### What you will do
What is needed is an exact copy of the lines from the start of the records below through the line with "window.onload = function", without the pictures.

### Entries shown
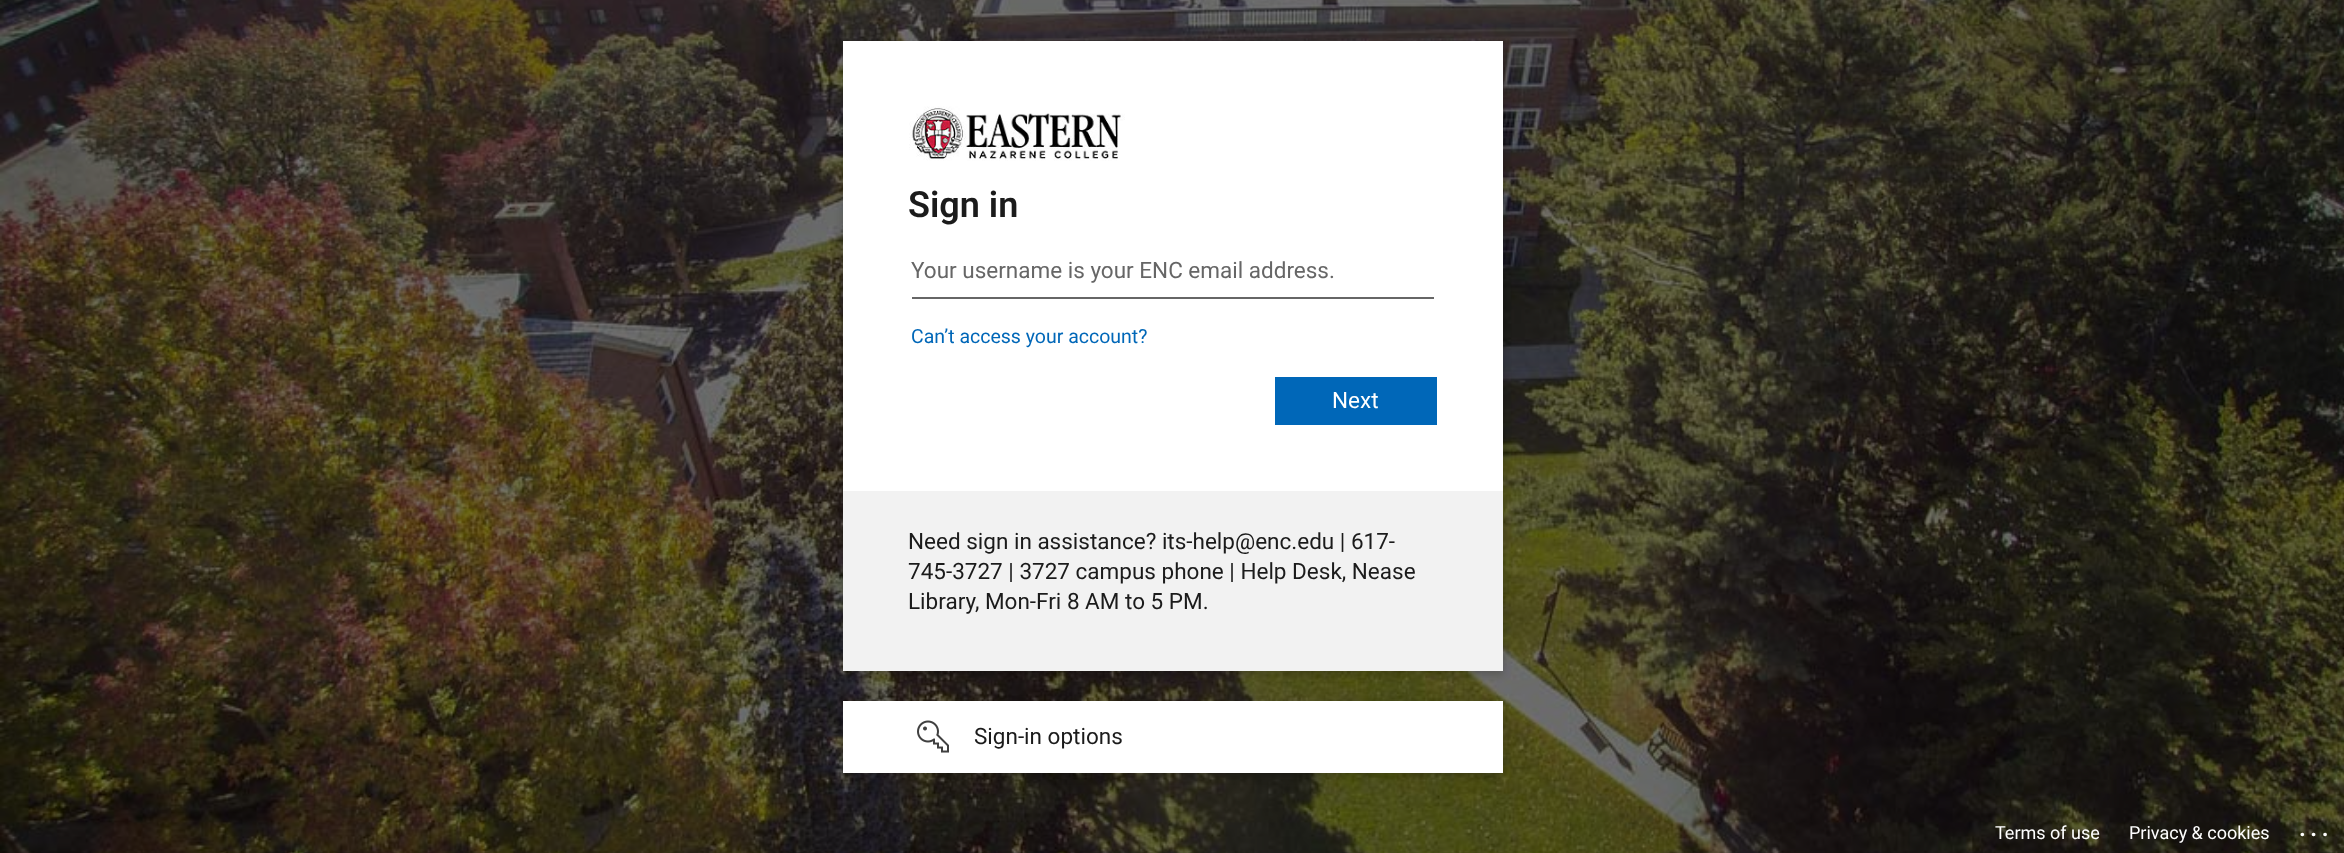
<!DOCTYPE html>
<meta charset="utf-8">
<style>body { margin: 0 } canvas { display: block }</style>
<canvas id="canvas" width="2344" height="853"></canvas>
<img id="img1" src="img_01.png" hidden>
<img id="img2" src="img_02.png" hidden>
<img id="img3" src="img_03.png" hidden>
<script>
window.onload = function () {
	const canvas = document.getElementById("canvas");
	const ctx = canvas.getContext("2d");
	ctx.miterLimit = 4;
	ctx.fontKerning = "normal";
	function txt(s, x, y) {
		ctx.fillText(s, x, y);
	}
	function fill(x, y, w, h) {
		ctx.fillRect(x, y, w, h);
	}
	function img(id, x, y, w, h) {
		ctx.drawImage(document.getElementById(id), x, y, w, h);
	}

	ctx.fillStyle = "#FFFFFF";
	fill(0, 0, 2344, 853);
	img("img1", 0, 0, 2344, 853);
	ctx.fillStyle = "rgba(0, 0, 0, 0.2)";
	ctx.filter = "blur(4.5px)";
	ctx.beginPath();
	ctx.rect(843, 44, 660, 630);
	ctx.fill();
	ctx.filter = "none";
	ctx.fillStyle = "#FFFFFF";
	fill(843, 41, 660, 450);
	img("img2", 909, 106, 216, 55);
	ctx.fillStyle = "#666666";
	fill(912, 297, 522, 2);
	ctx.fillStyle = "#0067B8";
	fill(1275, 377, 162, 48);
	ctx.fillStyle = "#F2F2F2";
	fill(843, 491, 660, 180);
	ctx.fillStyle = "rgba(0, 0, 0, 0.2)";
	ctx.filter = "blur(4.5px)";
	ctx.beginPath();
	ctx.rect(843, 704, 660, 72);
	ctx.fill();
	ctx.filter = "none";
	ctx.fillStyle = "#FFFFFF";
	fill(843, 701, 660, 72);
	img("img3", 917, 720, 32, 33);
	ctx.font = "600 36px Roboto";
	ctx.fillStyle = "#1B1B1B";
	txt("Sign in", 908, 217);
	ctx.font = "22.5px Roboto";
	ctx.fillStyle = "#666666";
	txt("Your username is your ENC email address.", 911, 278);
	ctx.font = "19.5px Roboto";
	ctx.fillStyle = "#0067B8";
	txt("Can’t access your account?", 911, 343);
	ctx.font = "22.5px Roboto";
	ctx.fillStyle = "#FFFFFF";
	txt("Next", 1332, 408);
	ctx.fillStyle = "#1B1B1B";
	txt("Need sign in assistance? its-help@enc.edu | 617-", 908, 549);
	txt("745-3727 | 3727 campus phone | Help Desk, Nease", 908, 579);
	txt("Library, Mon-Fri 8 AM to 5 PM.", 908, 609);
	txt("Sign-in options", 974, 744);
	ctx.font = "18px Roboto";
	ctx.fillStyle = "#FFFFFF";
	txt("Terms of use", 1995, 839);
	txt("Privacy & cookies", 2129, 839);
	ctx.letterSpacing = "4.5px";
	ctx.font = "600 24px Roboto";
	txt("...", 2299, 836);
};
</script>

### Answer to the problem
<!DOCTYPE html>
<meta charset="utf-8">
<style>body { margin: 0 } canvas { display: block }</style>
<canvas id="canvas" width="2344" height="853"></canvas>
<img id="img1" src="img_01.png" hidden>
<img id="img2" src="img_02.png" hidden>
<img id="img3" src="img_03.png" hidden>
<script>
window.onload = function () {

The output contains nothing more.